Settlement of the village dates to 1889 when Samuel Eberly Gross, a Chicago lawyer turned real estate investor, began selling building lots plotted from farms and woodlands he had acquired along both sides of the Chicago, Burlington & Quincy Railroad line, which provided passenger and freight service between Chicago and Aurora, Illinois. "Grossdale", as his development was originally called, offered suburban living at prices affordable to working-class families.

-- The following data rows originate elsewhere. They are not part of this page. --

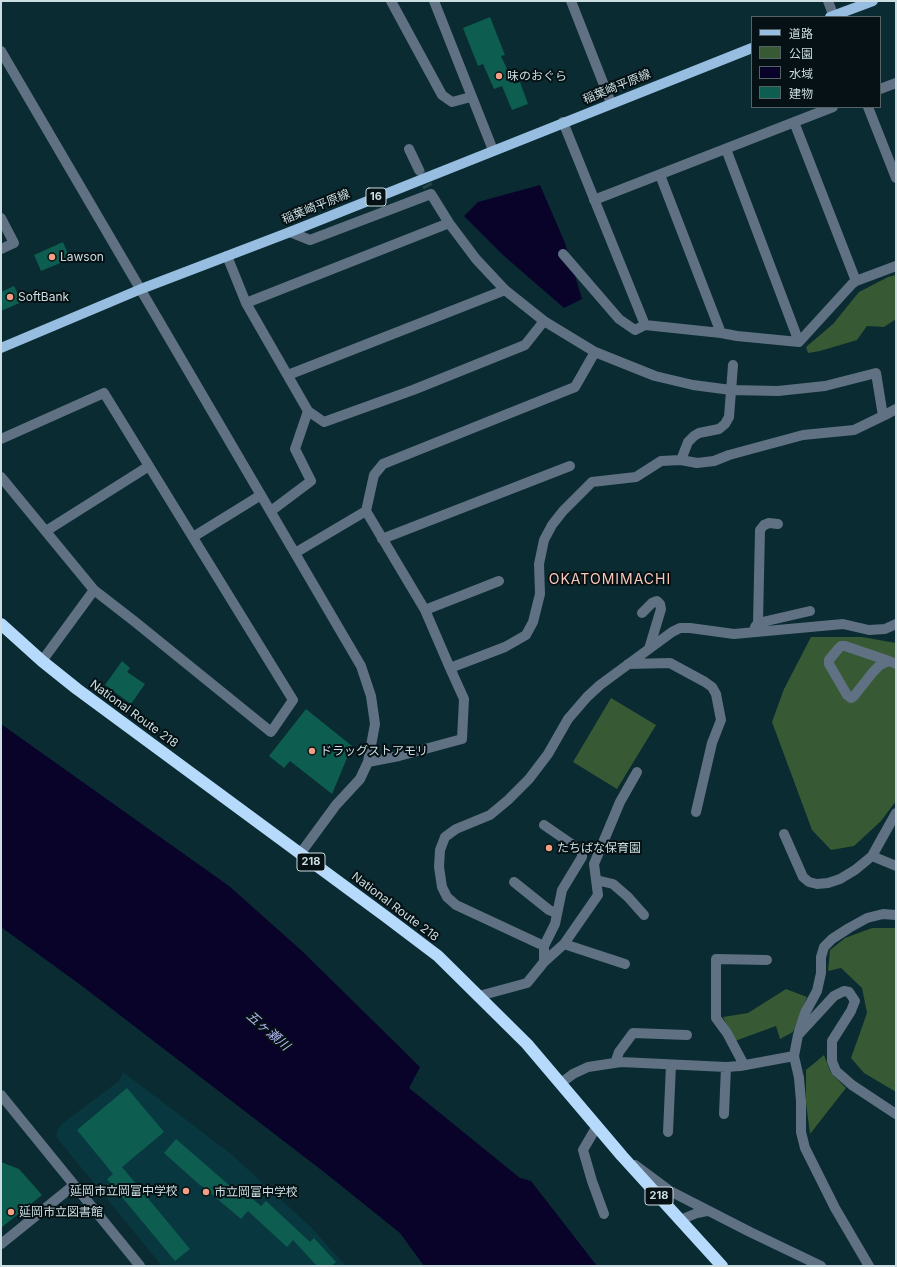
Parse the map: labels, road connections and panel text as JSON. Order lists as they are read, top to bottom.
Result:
{
  "streets": {
    "highway": ["National Route 218", "218"],
    "main road": ["稲葉崎平原線", "16"]
  },
  "districts": ["OKATOMIMACHI"],
  "water": ["五ヶ瀬川"],
  "places": [
    "味のおぐら",
    "Lawson",
    "SoftBank",
    "ドラッグストアモリ",
    "たちばな保育園",
    "延岡市立岡富中学校",
    "市立岡富中学校",
    "延岡市立図書館"
  ],
  "legend": [
    "道路",
    "公園",
    "水域",
    "建物"
  ]
}
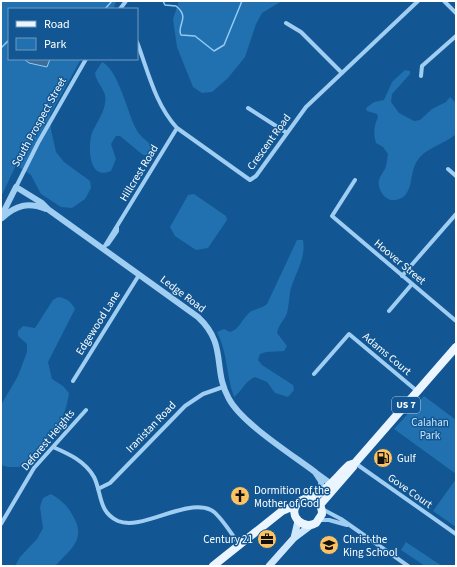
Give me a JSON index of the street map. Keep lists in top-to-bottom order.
{
  "streets": {
    "main road": ["US 7"],
    "street": [
      "South Prospect Street",
      "Crescent Road",
      "Hillcrest Road",
      "Hoover Street",
      "Ledge Road",
      "Edgewood Lane",
      "Adams Court",
      "Iranistan Road",
      "Deforest Heights",
      "Gove Court"
    ]
  },
  "crossings": [
    ["South Prospect Street", "Ledge Road"],
    ["Crescent Road", "Hillcrest Road"],
    ["Hillcrest Road", "Ledge Road"],
    ["Ledge Road", "Edgewood Lane"],
    ["Ledge Road", "US 7"],
    ["Ledge Road", "Iranistan Road"],
    ["Adams Court", "US 7"],
    ["US 7", "Gove Court"]
  ],
  "parks": ["Calahan Park"],
  "places": {
    "fuel station": ["Gulf"],
    "church": ["Dormition of the Mother of God"],
    "office": ["Century 21"],
    "school or university": ["Christ the King School"]
  },
  "legend": ["Road", "Park"]
}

The first two buildings Gross erected were a train station south of the tracks at what is now Prairie Avenue, and a pavilion across the tracks. The original train station was moved across the tracks and a few hundred feet east in 1981, and is now the home of the village's historical society and museum, as well as listed on the National Register of Historic Places. The pavilion housed the first post office, general store, Gross' real estate office, meeting rooms, and eventually a dance hall. Gross offered free train outings from Chicago to Grossdale where the prospects were met at the station by a band and treated to a picnic lunch, with a sales pitch from Gross. In addition to parcels of land, he had a number of house designs to offer at "cheap" prices.

Gross later added the subdivisions of Hollywood (1893) and West Grossdale (1895), each with its own train station. Residents voted to incorporate as the village of Grossdale in 1893. The name was changed in 1905 after residents became displeased with Gross, whose personal life and fortune had floundered. A contest to choose a new name yielded "Brookfield" in respect for Salt Creek, which runs through the area. Gross also has a school named after him called S.E. Gross.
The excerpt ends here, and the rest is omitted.